** DATA **
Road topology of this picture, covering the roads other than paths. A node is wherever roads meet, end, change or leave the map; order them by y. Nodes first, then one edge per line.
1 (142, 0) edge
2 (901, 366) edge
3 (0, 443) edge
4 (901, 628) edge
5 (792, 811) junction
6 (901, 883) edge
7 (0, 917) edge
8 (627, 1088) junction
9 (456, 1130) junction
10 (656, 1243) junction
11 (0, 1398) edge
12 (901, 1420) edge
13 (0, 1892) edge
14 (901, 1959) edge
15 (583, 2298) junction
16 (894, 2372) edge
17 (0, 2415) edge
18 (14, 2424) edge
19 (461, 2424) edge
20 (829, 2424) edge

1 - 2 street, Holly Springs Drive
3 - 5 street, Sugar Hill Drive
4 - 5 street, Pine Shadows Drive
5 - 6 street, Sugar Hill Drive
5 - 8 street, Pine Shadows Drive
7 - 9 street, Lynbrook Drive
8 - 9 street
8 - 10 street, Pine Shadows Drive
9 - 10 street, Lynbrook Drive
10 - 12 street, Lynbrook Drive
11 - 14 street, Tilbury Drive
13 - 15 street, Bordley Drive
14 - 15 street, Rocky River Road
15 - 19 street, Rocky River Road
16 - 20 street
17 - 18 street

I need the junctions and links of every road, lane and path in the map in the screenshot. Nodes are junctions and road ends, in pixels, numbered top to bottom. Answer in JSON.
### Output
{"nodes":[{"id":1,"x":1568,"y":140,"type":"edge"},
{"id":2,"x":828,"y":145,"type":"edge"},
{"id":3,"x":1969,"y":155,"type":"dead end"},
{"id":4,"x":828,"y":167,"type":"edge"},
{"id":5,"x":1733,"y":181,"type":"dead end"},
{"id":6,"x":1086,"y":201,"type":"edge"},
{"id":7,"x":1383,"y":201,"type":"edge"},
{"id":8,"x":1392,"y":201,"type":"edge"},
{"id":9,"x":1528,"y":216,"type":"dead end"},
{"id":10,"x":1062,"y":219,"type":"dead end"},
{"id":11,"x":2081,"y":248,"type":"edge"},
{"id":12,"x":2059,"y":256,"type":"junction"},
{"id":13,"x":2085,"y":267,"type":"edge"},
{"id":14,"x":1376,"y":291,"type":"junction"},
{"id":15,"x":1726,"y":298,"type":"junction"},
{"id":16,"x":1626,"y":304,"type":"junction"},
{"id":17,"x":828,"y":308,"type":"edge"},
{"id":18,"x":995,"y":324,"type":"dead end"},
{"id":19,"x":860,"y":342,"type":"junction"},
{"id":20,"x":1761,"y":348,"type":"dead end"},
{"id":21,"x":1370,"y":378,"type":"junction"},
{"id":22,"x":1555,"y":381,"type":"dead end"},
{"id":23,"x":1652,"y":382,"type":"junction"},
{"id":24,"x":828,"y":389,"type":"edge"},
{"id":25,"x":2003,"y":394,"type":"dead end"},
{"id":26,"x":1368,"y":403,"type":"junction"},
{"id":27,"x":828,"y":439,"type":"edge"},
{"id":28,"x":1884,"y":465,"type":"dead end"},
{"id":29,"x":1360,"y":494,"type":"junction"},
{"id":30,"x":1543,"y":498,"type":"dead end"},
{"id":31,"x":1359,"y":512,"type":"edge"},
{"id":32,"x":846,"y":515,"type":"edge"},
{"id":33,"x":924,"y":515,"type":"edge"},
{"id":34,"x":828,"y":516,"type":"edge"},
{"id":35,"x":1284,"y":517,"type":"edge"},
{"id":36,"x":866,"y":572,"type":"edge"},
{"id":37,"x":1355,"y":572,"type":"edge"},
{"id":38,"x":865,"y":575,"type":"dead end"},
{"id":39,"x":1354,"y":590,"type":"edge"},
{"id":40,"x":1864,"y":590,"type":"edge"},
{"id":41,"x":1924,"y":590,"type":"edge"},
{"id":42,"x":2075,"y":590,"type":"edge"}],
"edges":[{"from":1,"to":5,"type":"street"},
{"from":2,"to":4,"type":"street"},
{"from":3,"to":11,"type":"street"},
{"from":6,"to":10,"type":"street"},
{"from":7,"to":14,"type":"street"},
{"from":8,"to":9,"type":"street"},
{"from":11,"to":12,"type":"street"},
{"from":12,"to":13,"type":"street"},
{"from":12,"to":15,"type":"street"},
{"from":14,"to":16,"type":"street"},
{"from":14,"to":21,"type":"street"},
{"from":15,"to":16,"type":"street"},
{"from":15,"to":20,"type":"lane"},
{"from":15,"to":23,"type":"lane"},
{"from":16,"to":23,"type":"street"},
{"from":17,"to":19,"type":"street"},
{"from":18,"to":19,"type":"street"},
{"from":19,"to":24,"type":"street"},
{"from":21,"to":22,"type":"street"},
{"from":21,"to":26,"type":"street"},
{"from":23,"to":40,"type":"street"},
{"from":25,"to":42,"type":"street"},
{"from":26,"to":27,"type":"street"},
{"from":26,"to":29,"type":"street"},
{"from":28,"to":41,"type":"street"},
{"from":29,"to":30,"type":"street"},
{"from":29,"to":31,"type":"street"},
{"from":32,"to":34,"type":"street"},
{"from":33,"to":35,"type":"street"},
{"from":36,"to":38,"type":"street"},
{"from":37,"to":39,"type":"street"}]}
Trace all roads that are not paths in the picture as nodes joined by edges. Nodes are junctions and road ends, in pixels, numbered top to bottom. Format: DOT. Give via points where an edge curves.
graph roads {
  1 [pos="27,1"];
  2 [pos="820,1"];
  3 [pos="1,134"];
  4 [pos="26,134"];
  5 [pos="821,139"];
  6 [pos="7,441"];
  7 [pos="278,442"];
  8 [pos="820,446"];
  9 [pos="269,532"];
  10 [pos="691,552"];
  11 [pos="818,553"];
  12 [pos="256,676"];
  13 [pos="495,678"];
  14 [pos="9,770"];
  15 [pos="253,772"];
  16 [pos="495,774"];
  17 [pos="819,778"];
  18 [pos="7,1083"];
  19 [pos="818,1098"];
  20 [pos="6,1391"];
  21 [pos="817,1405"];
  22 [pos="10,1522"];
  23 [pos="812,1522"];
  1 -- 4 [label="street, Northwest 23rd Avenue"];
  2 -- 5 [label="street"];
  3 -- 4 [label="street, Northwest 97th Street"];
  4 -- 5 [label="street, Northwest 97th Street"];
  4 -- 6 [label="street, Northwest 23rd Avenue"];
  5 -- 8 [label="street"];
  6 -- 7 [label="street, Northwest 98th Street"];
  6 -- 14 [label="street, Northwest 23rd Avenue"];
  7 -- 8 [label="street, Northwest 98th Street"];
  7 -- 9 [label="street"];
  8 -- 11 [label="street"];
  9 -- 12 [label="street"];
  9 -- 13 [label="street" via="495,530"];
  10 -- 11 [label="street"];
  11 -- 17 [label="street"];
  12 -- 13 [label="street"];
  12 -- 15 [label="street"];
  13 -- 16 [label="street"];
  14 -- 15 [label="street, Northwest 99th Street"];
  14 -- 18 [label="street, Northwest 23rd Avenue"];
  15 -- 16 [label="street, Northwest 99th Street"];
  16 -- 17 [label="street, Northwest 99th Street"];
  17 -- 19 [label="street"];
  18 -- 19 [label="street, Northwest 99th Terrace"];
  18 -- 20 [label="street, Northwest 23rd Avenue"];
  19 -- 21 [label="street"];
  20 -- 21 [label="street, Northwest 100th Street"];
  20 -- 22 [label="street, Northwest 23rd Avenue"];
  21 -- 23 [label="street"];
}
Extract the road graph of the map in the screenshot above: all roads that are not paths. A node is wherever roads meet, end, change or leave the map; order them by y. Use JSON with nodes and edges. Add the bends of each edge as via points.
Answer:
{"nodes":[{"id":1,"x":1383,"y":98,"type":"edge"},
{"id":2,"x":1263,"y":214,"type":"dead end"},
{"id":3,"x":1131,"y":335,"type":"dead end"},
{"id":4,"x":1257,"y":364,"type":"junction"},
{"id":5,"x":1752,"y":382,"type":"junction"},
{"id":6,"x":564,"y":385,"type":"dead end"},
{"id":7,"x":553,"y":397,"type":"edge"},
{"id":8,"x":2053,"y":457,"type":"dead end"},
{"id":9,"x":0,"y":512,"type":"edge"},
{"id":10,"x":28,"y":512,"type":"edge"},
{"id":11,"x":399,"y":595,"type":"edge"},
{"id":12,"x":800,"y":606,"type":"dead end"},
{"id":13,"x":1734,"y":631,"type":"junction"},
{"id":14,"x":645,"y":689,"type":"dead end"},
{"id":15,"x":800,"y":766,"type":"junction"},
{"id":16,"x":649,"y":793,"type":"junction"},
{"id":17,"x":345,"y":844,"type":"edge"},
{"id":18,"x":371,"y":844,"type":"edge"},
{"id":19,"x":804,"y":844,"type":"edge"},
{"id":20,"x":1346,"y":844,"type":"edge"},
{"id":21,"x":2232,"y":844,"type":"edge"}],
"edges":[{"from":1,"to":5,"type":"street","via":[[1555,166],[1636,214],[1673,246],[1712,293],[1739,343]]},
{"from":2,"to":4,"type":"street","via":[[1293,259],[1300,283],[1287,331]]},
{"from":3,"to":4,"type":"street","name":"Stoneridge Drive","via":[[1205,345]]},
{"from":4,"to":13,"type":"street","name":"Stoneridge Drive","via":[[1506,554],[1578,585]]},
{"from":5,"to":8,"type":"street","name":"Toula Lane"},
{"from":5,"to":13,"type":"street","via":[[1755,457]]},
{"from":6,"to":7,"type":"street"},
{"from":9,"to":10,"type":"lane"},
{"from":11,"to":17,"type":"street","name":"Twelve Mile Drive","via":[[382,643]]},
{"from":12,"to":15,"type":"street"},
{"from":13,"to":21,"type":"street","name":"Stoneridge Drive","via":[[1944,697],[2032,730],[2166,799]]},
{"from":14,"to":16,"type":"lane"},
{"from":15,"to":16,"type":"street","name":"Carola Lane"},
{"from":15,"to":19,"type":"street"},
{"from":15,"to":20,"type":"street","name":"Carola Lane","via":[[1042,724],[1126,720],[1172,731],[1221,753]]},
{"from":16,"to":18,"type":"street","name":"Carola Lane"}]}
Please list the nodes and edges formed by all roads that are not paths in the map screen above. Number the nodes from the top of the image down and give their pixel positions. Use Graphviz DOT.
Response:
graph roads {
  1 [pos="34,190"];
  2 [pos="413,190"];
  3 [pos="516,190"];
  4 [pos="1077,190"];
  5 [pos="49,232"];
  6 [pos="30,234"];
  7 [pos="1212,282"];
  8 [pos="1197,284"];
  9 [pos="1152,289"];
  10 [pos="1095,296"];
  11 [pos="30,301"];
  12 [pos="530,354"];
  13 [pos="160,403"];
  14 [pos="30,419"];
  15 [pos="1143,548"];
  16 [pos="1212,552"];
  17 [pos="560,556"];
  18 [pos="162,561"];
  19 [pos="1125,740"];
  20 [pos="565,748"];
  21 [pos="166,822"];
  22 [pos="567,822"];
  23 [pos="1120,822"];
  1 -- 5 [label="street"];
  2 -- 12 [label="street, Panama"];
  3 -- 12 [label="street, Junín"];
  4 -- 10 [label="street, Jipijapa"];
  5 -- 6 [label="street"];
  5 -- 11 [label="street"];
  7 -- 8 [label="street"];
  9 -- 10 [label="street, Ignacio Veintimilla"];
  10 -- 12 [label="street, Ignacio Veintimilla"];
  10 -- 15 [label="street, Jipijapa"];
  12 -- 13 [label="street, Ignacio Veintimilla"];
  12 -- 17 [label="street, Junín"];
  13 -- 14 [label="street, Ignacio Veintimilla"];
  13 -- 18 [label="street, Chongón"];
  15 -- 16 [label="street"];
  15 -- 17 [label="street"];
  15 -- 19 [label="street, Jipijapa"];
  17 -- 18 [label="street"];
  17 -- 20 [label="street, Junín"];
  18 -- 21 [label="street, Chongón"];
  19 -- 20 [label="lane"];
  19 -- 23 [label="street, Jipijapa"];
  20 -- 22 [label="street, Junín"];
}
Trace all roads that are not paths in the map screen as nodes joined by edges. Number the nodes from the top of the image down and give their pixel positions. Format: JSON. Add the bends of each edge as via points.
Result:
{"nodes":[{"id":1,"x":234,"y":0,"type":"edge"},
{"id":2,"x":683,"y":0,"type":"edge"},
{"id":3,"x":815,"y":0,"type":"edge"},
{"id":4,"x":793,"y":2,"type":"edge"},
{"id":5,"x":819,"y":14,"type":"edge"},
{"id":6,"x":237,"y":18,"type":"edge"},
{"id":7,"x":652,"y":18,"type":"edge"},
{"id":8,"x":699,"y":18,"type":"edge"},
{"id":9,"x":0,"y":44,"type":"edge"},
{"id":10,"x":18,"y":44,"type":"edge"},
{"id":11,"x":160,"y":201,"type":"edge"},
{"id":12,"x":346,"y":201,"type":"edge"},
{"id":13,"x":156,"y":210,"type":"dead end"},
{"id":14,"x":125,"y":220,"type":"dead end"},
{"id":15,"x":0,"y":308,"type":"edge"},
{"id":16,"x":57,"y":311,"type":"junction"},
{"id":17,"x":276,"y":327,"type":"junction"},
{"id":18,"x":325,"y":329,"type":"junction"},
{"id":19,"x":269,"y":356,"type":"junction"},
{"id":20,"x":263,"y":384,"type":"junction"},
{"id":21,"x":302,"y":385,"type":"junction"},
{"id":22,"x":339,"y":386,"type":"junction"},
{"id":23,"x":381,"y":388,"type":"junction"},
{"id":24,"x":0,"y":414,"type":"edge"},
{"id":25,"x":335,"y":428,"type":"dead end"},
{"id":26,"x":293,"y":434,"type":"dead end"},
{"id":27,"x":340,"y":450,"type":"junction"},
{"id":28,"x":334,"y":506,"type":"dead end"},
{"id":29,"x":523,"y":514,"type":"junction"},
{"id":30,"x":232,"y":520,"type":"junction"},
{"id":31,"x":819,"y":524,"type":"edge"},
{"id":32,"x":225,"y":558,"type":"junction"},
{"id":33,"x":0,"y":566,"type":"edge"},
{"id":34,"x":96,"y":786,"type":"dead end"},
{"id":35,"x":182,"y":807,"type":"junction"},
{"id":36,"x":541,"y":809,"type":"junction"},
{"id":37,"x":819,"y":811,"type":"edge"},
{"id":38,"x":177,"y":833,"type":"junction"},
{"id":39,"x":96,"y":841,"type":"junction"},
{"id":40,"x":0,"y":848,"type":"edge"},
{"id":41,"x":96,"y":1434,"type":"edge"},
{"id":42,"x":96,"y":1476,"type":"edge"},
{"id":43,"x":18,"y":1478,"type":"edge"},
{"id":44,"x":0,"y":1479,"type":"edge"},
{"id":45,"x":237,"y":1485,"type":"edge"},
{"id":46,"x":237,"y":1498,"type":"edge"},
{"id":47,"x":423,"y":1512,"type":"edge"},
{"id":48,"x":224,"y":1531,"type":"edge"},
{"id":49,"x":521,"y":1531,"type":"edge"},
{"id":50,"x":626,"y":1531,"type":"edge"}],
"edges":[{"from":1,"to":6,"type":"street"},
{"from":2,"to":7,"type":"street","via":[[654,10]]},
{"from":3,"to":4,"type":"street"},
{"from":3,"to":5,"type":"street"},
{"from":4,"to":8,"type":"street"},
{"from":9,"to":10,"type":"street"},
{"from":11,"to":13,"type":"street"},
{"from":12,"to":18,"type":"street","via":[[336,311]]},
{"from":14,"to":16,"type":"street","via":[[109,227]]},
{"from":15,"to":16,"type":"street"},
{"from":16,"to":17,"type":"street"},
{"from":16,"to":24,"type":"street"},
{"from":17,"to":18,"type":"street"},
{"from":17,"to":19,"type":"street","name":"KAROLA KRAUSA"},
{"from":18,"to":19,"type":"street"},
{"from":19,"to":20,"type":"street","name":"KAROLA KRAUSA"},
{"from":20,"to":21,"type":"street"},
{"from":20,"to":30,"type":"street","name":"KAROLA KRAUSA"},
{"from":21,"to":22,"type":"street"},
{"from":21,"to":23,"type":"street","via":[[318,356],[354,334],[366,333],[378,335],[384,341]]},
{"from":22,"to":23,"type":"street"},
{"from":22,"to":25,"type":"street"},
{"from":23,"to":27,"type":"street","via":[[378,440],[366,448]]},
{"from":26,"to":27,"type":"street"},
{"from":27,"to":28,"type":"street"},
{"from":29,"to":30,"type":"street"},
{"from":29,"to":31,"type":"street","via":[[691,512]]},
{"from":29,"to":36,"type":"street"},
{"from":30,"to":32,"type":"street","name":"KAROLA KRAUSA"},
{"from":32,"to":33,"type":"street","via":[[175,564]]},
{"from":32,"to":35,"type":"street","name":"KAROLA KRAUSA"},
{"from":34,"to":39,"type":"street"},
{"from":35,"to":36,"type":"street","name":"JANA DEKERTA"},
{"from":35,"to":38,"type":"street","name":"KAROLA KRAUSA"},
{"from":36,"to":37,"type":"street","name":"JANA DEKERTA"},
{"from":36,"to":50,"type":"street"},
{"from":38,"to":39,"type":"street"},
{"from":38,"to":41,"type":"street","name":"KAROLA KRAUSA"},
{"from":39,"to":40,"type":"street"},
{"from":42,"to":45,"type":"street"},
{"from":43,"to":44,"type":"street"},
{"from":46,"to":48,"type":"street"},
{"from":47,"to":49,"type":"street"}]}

** PROBLEM DESCRIPTION **
Reproduce every line of the records containing the string "their".

** RESPONSE **
Please list the nodes and edges formed by all roads that are not paths in the map screen above. Number the nodes from the top of the image down and give their pixel positions. Use Graphviz DOT.
Trace all roads that are not paths in the map screen as nodes joined by edges. Number the nodes from the top of the image down and give their pixel positions. Format: JSON. Add the bends of each edge as via points.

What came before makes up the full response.